To say that 2020 has been challenging would be an understatement. A more accurate description of the past 12 months would be a train wreck. Our world has been turned upside down, inside out and every which way. Our old way has been replaced by “the new normal.”
Now, as we close the curtains on 2020, I think it’s worth taking a look back on the good, the bad and the ugly of the past year.
Not to be confused with another acronym starting with W. The Work-From-Home model of business has thrown companies a curveball, but so much good could come from this. There will be those companies that will benefit from this model allowing them to increase profits and hopefully salaries. People can save precious commute time and invest it into their families, their health or their favorite pastime. Lastly, some companies will be able to reduce office space, meaning more space for residential areas, or apartment complexes.
- Time with family
I, for one, am grateful for being able to spend more time with my family. My son spent three months at home during the lockdown. That time we spent is something I’ll treasure. I helped him read Harry Potter, his first English book (he goes to a local Japanese school). I was also able to spend more time with my wife before she was hospitalized.
- New Hobbies
Many clients I talk to have taken up new hobbies because they were asked to stay home. Jigsaws made a comeback. Streaming has become the form of entertainment. Elder people have figured out how to use smartphones to keep in touch with family members. Nature has taken on a whole new meaning. Sometimes being forced out of our comfort zone is a good thing.

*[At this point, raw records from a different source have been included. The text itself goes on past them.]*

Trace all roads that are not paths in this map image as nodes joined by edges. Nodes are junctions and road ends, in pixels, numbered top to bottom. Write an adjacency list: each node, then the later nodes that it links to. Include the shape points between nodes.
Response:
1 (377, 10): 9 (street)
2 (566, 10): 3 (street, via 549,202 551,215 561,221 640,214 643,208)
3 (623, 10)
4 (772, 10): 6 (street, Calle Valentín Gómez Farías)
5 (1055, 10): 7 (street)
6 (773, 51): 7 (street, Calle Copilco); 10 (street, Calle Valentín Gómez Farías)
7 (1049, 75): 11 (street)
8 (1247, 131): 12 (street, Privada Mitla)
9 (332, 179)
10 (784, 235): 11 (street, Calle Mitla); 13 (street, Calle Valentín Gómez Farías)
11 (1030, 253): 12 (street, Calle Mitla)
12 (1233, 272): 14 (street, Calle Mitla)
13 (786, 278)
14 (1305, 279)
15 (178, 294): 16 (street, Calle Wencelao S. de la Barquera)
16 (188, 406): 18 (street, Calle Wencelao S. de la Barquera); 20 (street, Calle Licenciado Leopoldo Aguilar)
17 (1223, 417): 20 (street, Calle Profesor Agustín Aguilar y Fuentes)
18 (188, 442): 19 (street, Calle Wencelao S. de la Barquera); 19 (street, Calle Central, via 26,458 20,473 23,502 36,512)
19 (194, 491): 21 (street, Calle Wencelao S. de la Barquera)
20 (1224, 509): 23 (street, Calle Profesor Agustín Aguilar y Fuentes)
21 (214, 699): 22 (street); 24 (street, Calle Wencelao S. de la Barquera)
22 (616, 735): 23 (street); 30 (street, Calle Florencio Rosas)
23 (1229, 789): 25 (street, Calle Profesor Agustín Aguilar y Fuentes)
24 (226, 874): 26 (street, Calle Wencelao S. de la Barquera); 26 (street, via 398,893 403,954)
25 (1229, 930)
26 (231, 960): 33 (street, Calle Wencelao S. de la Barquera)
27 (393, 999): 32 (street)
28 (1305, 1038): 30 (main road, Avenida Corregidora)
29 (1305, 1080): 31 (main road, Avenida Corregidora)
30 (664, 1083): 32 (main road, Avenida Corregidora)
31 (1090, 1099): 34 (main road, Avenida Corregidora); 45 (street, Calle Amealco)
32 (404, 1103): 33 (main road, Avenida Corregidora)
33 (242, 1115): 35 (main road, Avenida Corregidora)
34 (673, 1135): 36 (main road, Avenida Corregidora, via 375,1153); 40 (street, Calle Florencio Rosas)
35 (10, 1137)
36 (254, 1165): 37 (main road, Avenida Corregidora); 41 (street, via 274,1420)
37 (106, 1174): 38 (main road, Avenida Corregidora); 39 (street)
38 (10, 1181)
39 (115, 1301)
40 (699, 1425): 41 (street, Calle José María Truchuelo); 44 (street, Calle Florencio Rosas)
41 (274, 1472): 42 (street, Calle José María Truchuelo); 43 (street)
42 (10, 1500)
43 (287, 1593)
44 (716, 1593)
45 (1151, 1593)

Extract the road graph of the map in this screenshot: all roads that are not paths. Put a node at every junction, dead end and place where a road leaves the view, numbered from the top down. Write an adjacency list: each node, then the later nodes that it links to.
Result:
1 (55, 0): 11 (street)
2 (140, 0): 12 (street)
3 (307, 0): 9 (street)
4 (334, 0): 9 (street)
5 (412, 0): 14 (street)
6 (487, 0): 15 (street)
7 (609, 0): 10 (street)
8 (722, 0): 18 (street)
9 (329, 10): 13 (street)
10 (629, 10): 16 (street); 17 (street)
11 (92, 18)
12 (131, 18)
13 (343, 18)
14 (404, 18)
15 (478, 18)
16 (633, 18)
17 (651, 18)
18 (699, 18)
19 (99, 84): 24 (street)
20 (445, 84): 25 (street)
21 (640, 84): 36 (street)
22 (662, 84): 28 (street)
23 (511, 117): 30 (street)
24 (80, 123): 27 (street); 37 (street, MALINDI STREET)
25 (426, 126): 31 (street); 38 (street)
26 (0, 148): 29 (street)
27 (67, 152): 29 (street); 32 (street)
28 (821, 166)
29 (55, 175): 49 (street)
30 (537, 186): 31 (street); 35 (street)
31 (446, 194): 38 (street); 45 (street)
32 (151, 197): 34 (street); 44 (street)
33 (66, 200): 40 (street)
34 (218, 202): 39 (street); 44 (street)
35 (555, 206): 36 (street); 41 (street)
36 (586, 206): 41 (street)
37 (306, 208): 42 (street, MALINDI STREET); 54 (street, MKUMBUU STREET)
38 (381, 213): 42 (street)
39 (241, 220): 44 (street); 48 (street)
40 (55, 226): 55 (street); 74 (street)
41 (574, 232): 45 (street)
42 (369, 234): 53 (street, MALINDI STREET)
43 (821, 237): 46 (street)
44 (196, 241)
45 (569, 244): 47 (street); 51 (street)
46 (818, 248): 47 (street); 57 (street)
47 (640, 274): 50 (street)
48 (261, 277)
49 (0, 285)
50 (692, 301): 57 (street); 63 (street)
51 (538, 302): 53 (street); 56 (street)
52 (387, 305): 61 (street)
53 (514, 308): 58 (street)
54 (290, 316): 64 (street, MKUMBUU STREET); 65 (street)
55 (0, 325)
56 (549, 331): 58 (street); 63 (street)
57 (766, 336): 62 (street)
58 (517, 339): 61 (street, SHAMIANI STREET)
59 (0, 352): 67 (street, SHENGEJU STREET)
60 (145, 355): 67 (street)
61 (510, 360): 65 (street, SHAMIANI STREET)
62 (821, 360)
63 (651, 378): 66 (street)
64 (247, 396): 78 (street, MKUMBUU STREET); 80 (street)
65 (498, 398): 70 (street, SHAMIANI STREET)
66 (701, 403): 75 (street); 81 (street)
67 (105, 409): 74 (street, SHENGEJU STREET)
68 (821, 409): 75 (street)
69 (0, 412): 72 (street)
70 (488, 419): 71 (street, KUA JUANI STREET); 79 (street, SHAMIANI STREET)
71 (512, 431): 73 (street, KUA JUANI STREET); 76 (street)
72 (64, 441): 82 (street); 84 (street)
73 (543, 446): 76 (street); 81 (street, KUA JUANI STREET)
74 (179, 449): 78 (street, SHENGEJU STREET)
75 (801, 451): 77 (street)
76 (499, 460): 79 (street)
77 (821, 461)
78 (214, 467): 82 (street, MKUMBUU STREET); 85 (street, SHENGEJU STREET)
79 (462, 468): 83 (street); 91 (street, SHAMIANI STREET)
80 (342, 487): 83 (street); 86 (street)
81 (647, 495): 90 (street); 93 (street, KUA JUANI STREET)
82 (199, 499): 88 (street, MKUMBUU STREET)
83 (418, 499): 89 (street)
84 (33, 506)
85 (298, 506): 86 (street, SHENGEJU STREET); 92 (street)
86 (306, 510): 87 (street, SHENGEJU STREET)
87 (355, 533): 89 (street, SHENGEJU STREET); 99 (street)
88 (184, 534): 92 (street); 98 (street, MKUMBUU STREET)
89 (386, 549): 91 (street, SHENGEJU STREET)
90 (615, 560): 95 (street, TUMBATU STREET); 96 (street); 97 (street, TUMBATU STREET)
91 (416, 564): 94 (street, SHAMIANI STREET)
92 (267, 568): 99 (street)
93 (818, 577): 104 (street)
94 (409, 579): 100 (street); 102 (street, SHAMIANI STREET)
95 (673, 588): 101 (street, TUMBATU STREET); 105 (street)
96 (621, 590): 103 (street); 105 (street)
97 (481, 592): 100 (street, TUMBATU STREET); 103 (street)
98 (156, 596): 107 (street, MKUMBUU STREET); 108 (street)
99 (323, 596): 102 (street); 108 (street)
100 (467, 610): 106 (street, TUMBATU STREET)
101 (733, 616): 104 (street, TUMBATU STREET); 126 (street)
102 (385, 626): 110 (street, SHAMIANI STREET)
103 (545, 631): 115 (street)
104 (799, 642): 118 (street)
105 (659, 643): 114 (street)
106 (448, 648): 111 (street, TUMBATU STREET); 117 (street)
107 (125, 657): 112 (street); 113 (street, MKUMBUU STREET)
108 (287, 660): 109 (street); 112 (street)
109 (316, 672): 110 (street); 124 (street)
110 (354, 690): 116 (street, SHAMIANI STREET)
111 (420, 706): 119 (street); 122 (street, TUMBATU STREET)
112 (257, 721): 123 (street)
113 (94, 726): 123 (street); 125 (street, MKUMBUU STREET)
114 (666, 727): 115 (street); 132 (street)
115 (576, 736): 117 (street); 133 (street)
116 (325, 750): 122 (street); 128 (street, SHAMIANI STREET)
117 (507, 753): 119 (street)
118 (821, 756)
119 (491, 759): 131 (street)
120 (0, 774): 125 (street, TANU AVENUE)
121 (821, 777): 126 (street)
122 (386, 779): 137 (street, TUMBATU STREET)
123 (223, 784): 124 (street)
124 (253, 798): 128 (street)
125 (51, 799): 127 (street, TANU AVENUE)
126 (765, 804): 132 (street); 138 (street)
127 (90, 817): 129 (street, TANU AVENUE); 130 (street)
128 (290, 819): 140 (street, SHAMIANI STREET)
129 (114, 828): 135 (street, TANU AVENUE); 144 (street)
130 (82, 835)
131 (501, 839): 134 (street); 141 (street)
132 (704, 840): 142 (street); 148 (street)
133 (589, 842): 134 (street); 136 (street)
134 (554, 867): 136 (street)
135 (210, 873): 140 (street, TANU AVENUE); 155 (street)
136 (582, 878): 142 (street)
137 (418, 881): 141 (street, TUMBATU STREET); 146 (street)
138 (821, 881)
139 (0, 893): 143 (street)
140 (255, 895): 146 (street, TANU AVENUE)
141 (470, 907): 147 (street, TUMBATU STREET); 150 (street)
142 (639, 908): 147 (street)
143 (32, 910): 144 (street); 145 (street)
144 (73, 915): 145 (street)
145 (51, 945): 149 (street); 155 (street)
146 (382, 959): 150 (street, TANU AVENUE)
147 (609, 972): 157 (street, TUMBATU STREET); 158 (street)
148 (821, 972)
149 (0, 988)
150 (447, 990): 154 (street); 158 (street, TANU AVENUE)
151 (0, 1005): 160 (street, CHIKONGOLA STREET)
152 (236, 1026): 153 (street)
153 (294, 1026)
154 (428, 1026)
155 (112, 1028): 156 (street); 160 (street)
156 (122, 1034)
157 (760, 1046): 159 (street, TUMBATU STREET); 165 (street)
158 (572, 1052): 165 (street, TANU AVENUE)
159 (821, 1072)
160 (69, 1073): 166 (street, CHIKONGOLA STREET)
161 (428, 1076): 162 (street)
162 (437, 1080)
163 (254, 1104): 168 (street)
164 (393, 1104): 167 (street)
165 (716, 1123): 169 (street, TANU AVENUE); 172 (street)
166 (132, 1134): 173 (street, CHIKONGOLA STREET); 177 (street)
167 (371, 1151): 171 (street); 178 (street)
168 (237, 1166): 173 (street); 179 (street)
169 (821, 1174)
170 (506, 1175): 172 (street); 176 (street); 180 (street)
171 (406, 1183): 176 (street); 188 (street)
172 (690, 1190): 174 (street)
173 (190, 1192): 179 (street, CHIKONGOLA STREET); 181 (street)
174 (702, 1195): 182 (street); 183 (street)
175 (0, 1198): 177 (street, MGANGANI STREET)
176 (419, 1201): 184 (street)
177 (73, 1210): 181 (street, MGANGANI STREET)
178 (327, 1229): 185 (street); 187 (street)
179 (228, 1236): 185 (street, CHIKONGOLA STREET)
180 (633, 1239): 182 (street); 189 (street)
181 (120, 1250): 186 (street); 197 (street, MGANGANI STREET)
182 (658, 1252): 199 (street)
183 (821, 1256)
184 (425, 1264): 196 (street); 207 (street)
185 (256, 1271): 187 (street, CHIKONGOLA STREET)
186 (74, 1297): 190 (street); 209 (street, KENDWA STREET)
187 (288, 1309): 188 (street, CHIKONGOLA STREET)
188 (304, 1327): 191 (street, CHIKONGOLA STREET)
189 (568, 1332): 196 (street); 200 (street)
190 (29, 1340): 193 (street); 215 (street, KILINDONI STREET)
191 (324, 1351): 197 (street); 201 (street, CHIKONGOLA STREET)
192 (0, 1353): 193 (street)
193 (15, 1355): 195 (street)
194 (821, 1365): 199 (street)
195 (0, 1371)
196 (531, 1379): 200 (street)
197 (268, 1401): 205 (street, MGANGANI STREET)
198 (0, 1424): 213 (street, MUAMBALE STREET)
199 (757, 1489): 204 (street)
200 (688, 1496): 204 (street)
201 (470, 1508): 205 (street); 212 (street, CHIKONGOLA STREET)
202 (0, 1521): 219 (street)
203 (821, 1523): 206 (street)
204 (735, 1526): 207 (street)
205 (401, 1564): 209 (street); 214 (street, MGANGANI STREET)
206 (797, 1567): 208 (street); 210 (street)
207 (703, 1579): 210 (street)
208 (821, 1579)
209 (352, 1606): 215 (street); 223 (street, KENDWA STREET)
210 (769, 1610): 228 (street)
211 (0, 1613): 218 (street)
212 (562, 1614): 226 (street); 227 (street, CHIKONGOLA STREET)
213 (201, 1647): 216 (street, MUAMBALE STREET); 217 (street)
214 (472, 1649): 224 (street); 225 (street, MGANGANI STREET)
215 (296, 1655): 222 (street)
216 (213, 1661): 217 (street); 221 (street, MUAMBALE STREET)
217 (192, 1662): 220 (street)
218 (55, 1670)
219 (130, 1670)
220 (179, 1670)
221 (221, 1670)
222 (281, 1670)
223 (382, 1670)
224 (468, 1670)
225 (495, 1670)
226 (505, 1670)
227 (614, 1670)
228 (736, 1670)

No one likes wearing masks, but consider the alternative. Most of us would like to get back to life as normal, but I don’t see that happening for quite some time. To me, masks are just the price we have to pay for the time being.
- Do Not Pass Go
We all loved getting the “Advance to Go” card in Monopoly. Sadly, that’s just not the case this year. Some of us had to endure severe lockdowns, others milder ones. Travel has come to a screeching halt. I can’t wait for the time that I can travel internationally without a two-week quarantine. For now, I just make do with the local trips.
- Restaurant Pandamonium
Restaurants, along with hotels and the hospitality industry, have been hit hard. I personally love to eat out and here in Japan, I’m lucky I still can. What we need to understand is that they’re hurting, and so we need to offer our help to those restauranters where we can.
There’s just no way to sugarcoat this. While Time Magazine gave Biden & Harris the “Person of the Year” award, there is no doubt that Covid-19 deserves an award for the impact it had on our world. It has changed how we socialize, work, eat, travel, and so much more. I wish I could say the vaccines will allow us to get back to our old lives soon, but I have a feeling Covid and its mutations will be with us for some time to come.
- Hypocrisy Galore
I once heard someone say that children can endure almost any hardship. They are much more resilient than many people give them credit for. However, the one thing that all children hate is hypocrisy. It’s the father who tells his kids not to play video games, but spends hours on his new PS5. Sadly, this year, so many leaders and politicians failed us in this regard. There are too many to name but I am sure you can easily make a list in your head.
- Depression and Anxiety Skyrocket
I have read numerous articles about surging numbers with regards to depression and anxiety. Not much of a surprise. We are, by nature, social beings. These lockdowns have prevented some of us from having that human connection. Here in Japan, elderly people in homes have been cut off from family and relatives for months and it’s taken its toll.
Moving into 2021, we need to find ways to help those people who are struggling because of depression and anxiety.